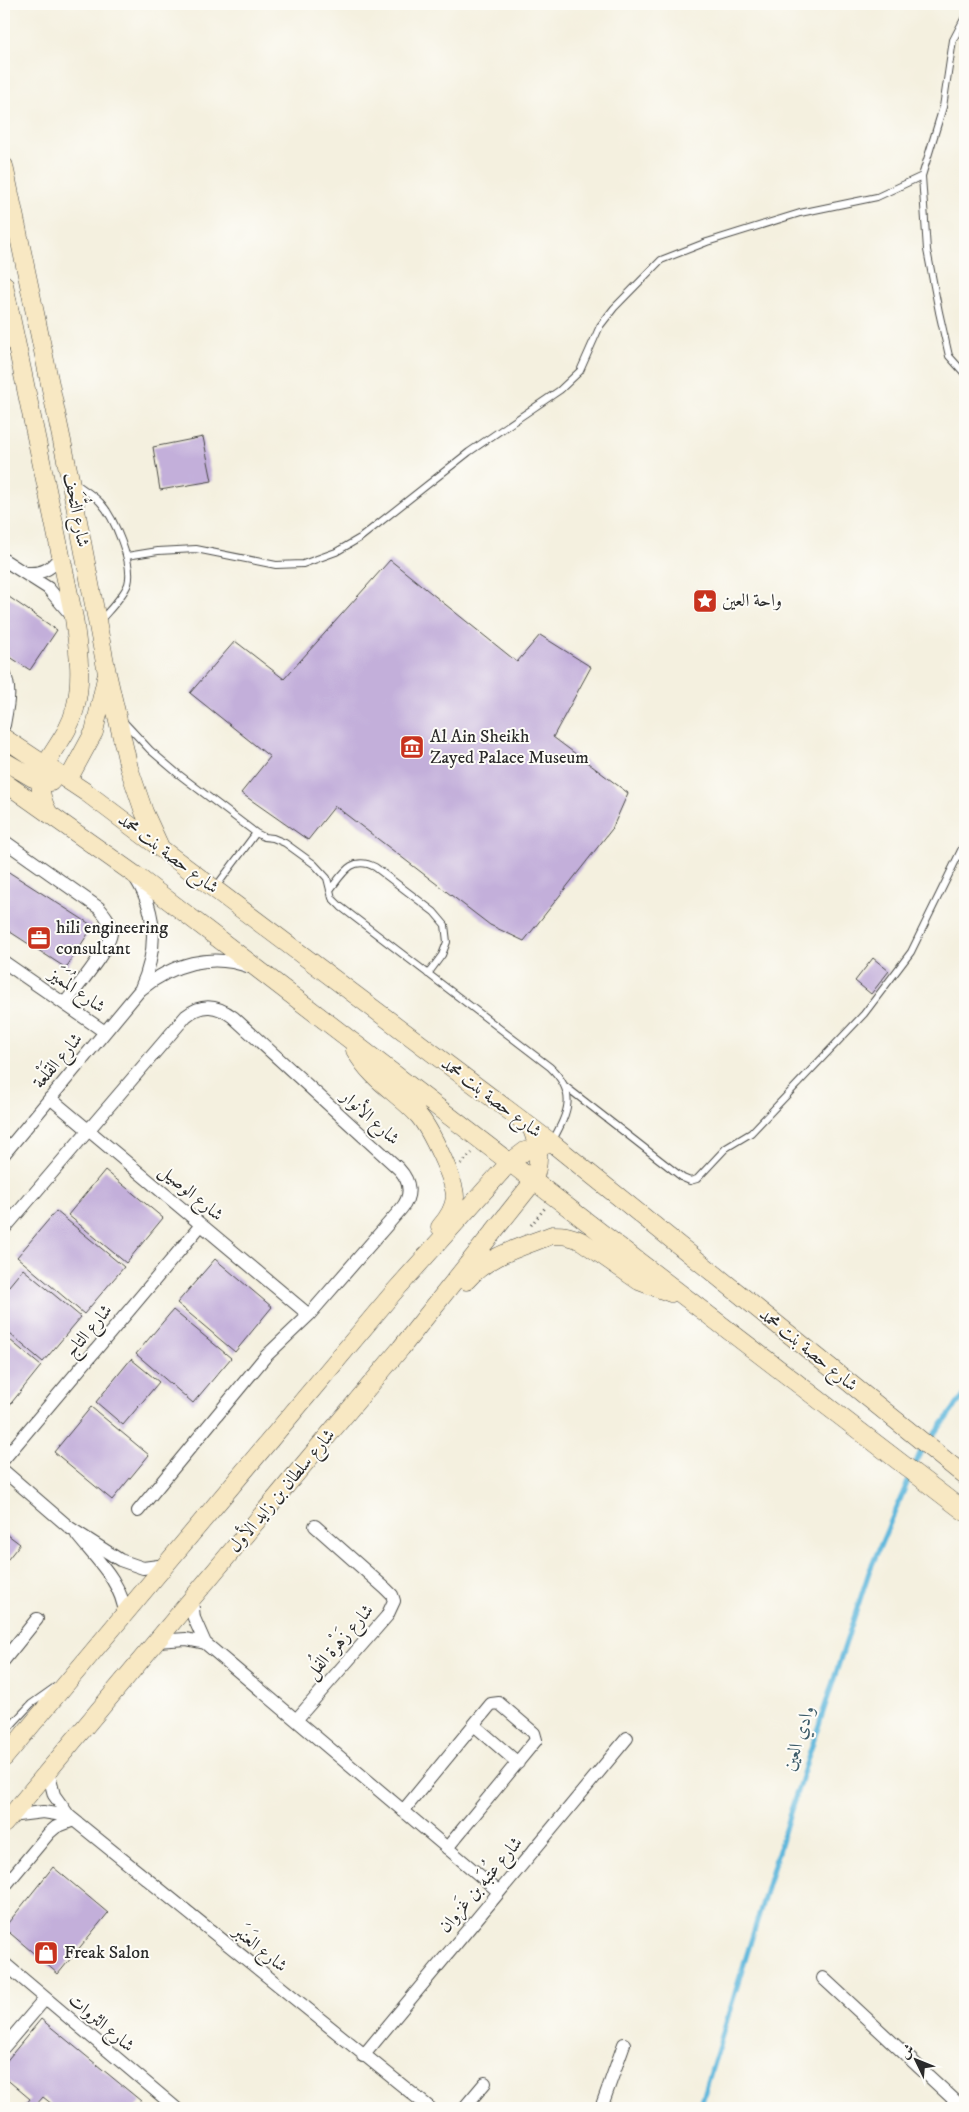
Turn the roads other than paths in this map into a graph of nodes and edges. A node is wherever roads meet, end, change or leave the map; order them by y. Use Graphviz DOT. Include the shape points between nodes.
graph roads {
  1 [pos="965,17"];
  2 [pos="4,166"];
  3 [pos="922,176"];
  4 [pos="4,284"];
  5 [pos="965,374"];
  6 [pos="70,479"];
  7 [pos="60,556"];
  8 [pos="127,556"];
  9 [pos="4,560"];
  10 [pos="27,573"];
  11 [pos="74,618"];
  12 [pos="97,624"];
  13 [pos="4,673"];
  14 [pos="107,673"];
  15 [pos="118,716"];
  16 [pos="4,725"];
  17 [pos="4,738"];
  18 [pos="4,762"];
  19 [pos="43,773"];
  20 [pos="68,780"];
  21 [pos="4,782"];
  22 [pos="48,814"];
  23 [pos="256,833"];
  24 [pos="4,841"];
  25 [pos="965,842"];
  26 [pos="161,850"];
  27 [pos="134,874"];
  28 [pos="215,888"];
  29 [pos="330,890"];
  30 [pos="4,962"];
  31 [pos="261,971"];
  32 [pos="428,974"];
  33 [pos="140,990"];
  34 [pos="65,1003"];
  35 [pos="105,1032"];
  36 [pos="350,1040"];
  37 [pos="564,1086"];
  38 [pos="50,1098"];
  39 [pos="89,1131"];
  40 [pos="545,1145"];
  41 [pos="4,1154"];
  42 [pos="508,1163"];
  43 [pos="534,1182"];
  44 [pos="201,1225"];
  45 [pos="4,1229"];
  46 [pos="393,1293"];
  47 [pos="686,1297"];
  48 [pos="309,1315"];
  49 [pos="401,1348"];
  50 [pos="4,1459"];
  51 [pos="4,1471"];
  52 [pos="965,1476"];
  53 [pos="138,1511"];
  54 [pos="965,1512"];
  55 [pos="315,1526"];
  56 [pos="70,1528"];
  57 [pos="167,1565"];
  58 [pos="192,1600"];
  59 [pos="125,1614"];
  60 [pos="37,1619"];
  61 [pos="157,1641"];
  62 [pos="205,1643"];
  63 [pos="4,1660"];
  64 [pos="69,1680"];
  65 [pos="296,1720"];
  66 [pos="474,1725"];
  67 [pos="4,1733"];
  68 [pos="627,1738"];
  69 [pos="4,1758"];
  70 [pos="518,1763"];
  71 [pos="48,1771"];
  72 [pos="404,1811"];
  73 [pos="71,1818"];
  74 [pos="7,1820"];
  75 [pos="447,1848"];
  76 [pos="4,1887"];
  77 [pos="498,1891"];
  78 [pos="4,1963"];
  79 [pos="823,1978"];
  80 [pos="45,1999"];
  81 [pos="624,2044"];
  82 [pos="4,2047"];
  83 [pos="363,2056"];
  84 [pos="485,2083"];
  85 [pos="176,2108"];
  86 [pos="430,2108"];
  87 [pos="464,2108"];
  88 [pos="601,2108"];
  89 [pos="963,2108"];
  1 -- 3 [label="lane" via="953,40 944,107"];
  2 -- 6 [label="main road, شارع التُّحَف"];
  3 -- 5 [label="lane" via="927,250 940,312 950,356"];
  3 -- 8 [label="lane" via="877,198 800,213 662,260 614,308 600,326 580,371 560,390 468,452 360,538 336,552 303,564 276,565 196,549"];
  4 -- 7 [label="main road, شارع التُّحَف"];
  6 -- 8 [label="lane" via="106,509"];
  6 -- 12 [label="main road, شارع التُّحَف"];
  7 -- 10 [label="street" via="43,572"];
  7 -- 11 [label="main road, شارع التُّحَف"];
  8 -- 12 [label="lane" via="130,574 127,586"];
  9 -- 10 [label="street"];
  10 -- 11 [label="street" via="48,588"];
  11 -- 19 [label="main road, شارع التُّحَف" via="80,657 77,703"];
  12 -- 14 [label="main road, شارع التُّحَف"];
  13 -- 16 [label="street" via="8,696"];
  14 -- 15 [label="main road, شارع التُّحَف"];
  14 -- 20 [label="main road" via="94,732"];
  15 -- 23 [label="lane" via="177,773"];
  15 -- 26 [label="main road, شارع التُّحَف" via="134,786"];
  17 -- 19 [label="main road, شارع حصة بنت محمد"];
  18 -- 19 [label="main road" via="24,774"];
  19 -- 20 [label="main road, شارع حصة بنت محمد"];
  19 -- 22 [label="main road" via="41,797"];
  20 -- 26 [label="main road, شارع حصة بنت محمد"];
  21 -- 22 [label="main road, شارع حصة بنت محمد"];
  22 -- 27 [label="main road, شارع حصة بنت محمد"];
  23 -- 28 [label="lane"];
  23 -- 29 [label="lane" via="285,843 314,864 327,878"];
  24 -- 34 [label="street" via="99,908 108,920 111,933 106,946"];
  25 -- 37 [label="lane" via="911,952 864,1014 750,1133 726,1148 697,1179 683,1178"];
  26 -- 28 [label="main road, شارع حصة بنت محمد"];
  27 -- 31 [label="main road, شارع حصة بنت محمد"];
  27 -- 33 [label="street, شارع القَلْعة" via="147,901 153,931 150,962"];
  28 -- 40 [label="main road, شارع حصة بنت محمد" via="531,1127"];
  29 -- 32 [label="lane" via="332,898 341,907"];
  29 -- 32 [label="lane" via="344,870 366,862 434,912 445,925 447,942"];
  30 -- 34 [label="street, شارع المُمَيَز"];
  31 -- 33 [label="street, شارع القَلْعة" via="226,961 198,962 171,969"];
  31 -- 36 [label="main road, شارع حصة بنت محمد"];
  32 -- 37 [label="lane" via="550,1067 562,1079"];
  33 -- 35 [label="street, شارع القَلْعة"];
  34 -- 35 [label="street, شارع المُمَيَز"];
  35 -- 38 [label="street, شارع القَلْعة"];
  36 -- 42 [label="main road, شارع حصة بنت محمد"];
  36 -- 46 [label="main road" via="376,1079 423,1122 433,1138 455,1196 450,1214 413,1257"];
  37 -- 40 [label="lane" via="567,1114"];
  38 -- 39 [label="street, شارع الوصيل"];
  38 -- 41 [label="street, شارع القَلْعة"];
  39 -- 44 [label="street, شارع الوصيل"];
  39 -- 45 [label="street, شارع الأنوار"];
  39 -- 48 [label="street, شارع الأنوار" via="192,1010 212,1006 232,1017 399,1169 408,1181 406,1204"];
  40 -- 42 [label="main road" via="519,1154"];
  40 -- 43 [label="main road, شارع سلطان بن زايد الأول"];
  40 -- 52 [label="main road, شارع حصة بنت محمد"];
  42 -- 43 [label="main road, شارع حصة بنت محمد"];
  42 -- 46 [label="main road"];
  43 -- 47 [label="main road, شارع حصة بنت محمد"];
  43 -- 49 [label="main road, شارع سلطان بن زايد الأول"];
  44 -- 48 [label="street, شارع الوصيل"];
  44 -- 50 [label="street, شارع التاج"];
  46 -- 57 [label="main road"];
  47 -- 49 [label="main road" via="639,1281 573,1237 552,1235 502,1254 481,1266"];
  47 -- 54 [label="main road, شارع حصة بنت محمد"];
  48 -- 53 [label="street, شارع الأنوار" via="265,1357"];
  49 -- 58 [label="main road, شارع سلطان بن زايد الأول"];
  51 -- 56 [label="street"];
  55 -- 65 [label="street, شارع زَهْرة الفُل" via="386,1588 394,1601 387,1616"];
  56 -- 57 [label="street" via="131,1565 149,1568"];
  56 -- 59 [label="street" via="115,1583"];
  57 -- 59 [label="main road"];
  58 -- 61 [label="main road, شارع سلطان بن زايد الأول"];
  58 -- 62 [label="street" via="194,1618"];
  59 -- 64 [label="main road"];
  60 -- 63 [label="street"];
  61 -- 62 [label="street" via="186,1639"];
  61 -- 71 [label="main road, شارع سلطان بن زايد الأول"];
  62 -- 65 [label="street"];
  64 -- 67 [label="lane" via="31,1704"];
  64 -- 69 [label="main road"];
  65 -- 72 [label="street"];
  66 -- 70 [label="street"];
  66 -- 70 [label="street" via="491,1704 496,1703 527,1727 536,1740"];
  66 -- 72 [label="street"];
  68 -- 77 [label="street, شارع عُتبَه بن غَزوان"];
  70 -- 75 [label="street"];
  71 -- 73 [label="street, شارع العَنبَر" via="54,1795"];
  71 -- 74 [label="main road, شارع سلطان بن زايد الأول"];
  72 -- 75 [label="street"];
  73 -- 74 [label="street" via="43,1812"];
  73 -- 76 [label="street" via="49,1833"];
  73 -- 83 [label="street, شارع العَنبَر"];
  75 -- 77 [label="street"];
  77 -- 83 [label="street, شارع عُتبَه بن غَزوان"];
  78 -- 80 [label="street, شارع الثروات"];
  79 -- 89 [label="street"];
  80 -- 82 [label="street"];
  80 -- 85 [label="street, شارع الثروات"];
  81 -- 88 [label="street"];
  83 -- 86 [label="street, شارع العَنبَر"];
  84 -- 87 [label="street"];
}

====================

PROBLEM — How many lines of the listing include the string "graph"? Give only the number.

EXPECTED ANSWER — 2